Santarcangelo, 30 dicembre 2017 - Le sliding doors di fine anno, per Pagliari e il suo Gubbio, arrivano tra 42’ e 44’ del secondo tempo. Prima il portiere del Santarcangelo Bastianoni salva su Jallow in contropiede, poi Bussaglia infila nel sette l’1-0 dopo un triangolo con Piccioni. È tutta lì la storia della vittoria santarcangiolese contro il Gubbio, sprecone e incapace di segnare nonostante le tante occasioni.

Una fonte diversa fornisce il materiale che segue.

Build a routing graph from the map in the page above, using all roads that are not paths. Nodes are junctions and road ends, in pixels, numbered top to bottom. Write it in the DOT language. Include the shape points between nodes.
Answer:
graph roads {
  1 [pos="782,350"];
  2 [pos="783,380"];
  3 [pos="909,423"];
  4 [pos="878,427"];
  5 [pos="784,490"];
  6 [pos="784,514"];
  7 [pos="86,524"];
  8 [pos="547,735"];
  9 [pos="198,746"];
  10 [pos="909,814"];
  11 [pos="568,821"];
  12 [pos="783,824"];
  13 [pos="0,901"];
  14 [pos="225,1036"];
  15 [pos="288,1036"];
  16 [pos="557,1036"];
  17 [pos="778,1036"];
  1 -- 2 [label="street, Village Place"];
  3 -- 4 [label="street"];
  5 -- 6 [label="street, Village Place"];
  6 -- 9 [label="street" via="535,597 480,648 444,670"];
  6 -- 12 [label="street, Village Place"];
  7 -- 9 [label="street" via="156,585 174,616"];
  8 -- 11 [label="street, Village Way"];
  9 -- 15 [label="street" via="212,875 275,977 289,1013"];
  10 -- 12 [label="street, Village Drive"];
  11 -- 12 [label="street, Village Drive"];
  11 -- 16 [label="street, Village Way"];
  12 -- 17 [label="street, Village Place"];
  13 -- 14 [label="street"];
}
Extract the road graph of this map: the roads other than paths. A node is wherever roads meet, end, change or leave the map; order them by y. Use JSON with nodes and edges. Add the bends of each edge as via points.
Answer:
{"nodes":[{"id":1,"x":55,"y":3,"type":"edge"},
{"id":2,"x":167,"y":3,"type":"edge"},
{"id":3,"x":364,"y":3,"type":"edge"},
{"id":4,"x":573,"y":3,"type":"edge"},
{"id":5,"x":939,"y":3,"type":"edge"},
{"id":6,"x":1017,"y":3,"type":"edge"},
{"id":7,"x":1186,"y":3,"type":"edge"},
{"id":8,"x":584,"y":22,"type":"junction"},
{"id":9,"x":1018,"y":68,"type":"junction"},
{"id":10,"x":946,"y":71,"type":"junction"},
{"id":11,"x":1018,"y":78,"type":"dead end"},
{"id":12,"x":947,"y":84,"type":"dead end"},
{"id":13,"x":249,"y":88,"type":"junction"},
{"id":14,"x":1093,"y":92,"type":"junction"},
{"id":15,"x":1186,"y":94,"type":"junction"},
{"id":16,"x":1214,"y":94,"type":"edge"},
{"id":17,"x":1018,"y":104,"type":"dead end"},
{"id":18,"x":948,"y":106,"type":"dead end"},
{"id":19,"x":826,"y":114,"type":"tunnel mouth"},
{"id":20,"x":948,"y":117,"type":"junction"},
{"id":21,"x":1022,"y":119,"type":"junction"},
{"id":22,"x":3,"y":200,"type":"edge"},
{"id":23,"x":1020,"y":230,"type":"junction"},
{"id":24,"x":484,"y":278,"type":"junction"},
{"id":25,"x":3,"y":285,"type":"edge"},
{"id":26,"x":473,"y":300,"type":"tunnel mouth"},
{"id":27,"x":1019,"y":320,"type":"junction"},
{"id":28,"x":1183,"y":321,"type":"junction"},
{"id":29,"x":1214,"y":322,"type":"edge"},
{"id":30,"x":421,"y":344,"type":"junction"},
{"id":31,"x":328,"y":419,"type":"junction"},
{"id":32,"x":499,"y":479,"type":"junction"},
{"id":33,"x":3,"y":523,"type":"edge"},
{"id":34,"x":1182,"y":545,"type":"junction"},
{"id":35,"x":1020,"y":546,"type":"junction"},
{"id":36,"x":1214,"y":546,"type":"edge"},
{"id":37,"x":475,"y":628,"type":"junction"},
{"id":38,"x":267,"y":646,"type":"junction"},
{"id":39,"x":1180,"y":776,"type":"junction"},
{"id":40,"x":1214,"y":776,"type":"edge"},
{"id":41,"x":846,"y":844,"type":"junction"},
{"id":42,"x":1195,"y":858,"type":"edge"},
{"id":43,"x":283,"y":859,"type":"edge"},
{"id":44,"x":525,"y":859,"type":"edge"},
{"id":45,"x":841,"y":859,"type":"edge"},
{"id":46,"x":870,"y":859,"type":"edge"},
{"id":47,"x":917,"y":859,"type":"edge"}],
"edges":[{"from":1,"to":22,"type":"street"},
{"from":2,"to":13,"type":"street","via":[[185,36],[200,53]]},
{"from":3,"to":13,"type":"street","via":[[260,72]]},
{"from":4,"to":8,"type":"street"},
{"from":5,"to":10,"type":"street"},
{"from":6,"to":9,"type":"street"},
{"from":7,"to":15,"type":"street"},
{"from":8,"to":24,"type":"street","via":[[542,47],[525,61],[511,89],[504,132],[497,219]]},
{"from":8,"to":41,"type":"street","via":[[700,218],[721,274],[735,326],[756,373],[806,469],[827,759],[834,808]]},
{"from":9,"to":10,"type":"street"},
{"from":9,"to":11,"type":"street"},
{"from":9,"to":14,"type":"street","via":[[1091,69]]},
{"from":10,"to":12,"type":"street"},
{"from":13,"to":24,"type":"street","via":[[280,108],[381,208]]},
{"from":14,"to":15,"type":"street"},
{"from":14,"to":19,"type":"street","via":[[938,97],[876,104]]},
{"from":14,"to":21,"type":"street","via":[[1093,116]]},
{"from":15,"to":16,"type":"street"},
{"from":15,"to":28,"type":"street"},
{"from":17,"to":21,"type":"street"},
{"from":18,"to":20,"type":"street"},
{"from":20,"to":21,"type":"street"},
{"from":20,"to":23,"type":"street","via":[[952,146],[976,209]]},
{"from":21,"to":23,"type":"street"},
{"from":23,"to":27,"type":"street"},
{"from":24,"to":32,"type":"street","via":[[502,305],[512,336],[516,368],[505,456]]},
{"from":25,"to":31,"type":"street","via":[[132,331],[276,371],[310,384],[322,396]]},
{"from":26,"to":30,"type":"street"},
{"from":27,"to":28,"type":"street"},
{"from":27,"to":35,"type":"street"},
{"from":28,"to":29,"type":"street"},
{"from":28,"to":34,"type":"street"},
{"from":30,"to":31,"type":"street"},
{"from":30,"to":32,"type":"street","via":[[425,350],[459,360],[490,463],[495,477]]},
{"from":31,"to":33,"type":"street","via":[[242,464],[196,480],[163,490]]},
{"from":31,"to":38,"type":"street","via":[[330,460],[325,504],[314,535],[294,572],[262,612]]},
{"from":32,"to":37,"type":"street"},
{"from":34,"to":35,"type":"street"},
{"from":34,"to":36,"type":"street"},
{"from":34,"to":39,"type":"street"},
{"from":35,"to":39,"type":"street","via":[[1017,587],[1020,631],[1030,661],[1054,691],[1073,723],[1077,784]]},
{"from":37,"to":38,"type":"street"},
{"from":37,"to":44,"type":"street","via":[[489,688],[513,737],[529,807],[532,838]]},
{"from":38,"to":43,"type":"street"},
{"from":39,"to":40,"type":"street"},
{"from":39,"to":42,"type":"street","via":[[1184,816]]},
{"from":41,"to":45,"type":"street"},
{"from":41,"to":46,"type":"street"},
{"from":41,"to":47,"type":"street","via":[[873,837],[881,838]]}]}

Contro il sorprendente 3-4-3 di Cavasin, Pagliari se la gioca a viso aperto. Occasioni come se piovesse. Il Santarcangelo sfrutta la buona gamba di Capellini, che almeno nel primo tempo è imprendibile e mette in mezzo alcuni buoni palloni, due dei quali sprecati da Piccioni. Il Gubbio risponde con Marchi e Ciccone, con Bastianoni autore di interventi già oltre l’ordinario. Nella ripresa il salvataggio del numero uno di casa al 5’ sul tiro deviato di Marchi ha dell’incredibile, così come l’intervento su Casiraghi cinque minuti dopo. Il Gubbio ci prova con la punizione di De Silvestro e ha un’occasione d’oro al 42’: Obeng perde un contrasto a centrocampo, Jallow è lanciato in velocità, vince il corpo a corpo con Bondioli ma si fa deviare il tiro. Dall’altra parte il lampo di Bussaglia, che triangola con il suo centravanti Piccioni e la mette nel sette beffando tutta la difesa e anche Volpe sul primo palo. Per il Gubbio triste conclusione del 2017.